I think you're really asking about future contributions. Guessing future tax rates is just that, it's a guess. That is the #1 factor though, if you can defer taxes AND pay less tax in the future than you could now, fill the 403b first. Does a 403b have an RMD at age 70 like a 401K or regular IRA? If it does, at $16.5K/yr + growth you might be surprised at the income you'll have in retirement. You can always convert some of it to a Roth in retirement.

There are other factors at play. You can invest that Roth IRA however you like, and at Vanguard you may have lower fees than your 403b. If you don't like your 403b choices, you might want to fill your Roth and contribute what you can to your 403b.

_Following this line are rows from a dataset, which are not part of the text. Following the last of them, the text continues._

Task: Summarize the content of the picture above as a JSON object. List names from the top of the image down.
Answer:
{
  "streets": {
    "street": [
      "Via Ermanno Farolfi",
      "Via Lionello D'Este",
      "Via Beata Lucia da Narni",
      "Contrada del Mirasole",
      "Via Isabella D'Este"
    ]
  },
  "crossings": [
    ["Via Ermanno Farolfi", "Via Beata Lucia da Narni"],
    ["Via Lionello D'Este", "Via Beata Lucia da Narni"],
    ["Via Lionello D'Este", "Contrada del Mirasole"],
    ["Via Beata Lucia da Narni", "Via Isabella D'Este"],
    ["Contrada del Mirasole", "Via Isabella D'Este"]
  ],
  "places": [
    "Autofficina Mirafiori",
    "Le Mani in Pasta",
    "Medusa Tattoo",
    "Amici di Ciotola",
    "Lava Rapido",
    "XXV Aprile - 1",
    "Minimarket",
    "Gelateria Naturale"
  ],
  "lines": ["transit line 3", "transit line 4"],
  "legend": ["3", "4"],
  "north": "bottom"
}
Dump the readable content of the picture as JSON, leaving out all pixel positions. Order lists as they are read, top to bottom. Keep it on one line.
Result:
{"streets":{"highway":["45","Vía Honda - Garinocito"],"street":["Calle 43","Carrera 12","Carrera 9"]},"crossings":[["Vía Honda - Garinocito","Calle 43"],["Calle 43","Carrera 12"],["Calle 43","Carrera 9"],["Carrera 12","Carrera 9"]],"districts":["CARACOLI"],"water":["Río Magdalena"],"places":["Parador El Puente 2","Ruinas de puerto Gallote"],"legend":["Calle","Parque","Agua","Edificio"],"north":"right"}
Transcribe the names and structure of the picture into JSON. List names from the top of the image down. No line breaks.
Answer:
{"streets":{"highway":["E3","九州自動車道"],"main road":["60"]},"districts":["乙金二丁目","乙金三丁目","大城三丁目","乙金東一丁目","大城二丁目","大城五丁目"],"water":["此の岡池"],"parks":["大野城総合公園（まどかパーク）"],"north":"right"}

A Roth also gives you some flexibility if you would need the money in an emergency. I can't remember all of the rules but it is more flexible than a 401K. I think there are also some advantages with the Roth to your heirs if you should die early.

With today's tax laws, there's another advantage to keeping retirement income low, in that if you are in the 15% bracket, any dividends or cap gains that stack on top of your income but keep you in the 15% bracket are untaxed. Social security is also taxed less if you have less income. Money pulled out of a 403b in retirement is income, money pulled out of a Roth has already been taxed and is not income.

Always do the matched contribution first, but it sounds like you don't have one. I'd tend to go with the Roth next, unless you're pretty confident about your taxes being less in retirement. If you qualify for contributing to a Roth, your tax bracket can't be that high right now. Mostly 25%, possibly some in the 28%, right?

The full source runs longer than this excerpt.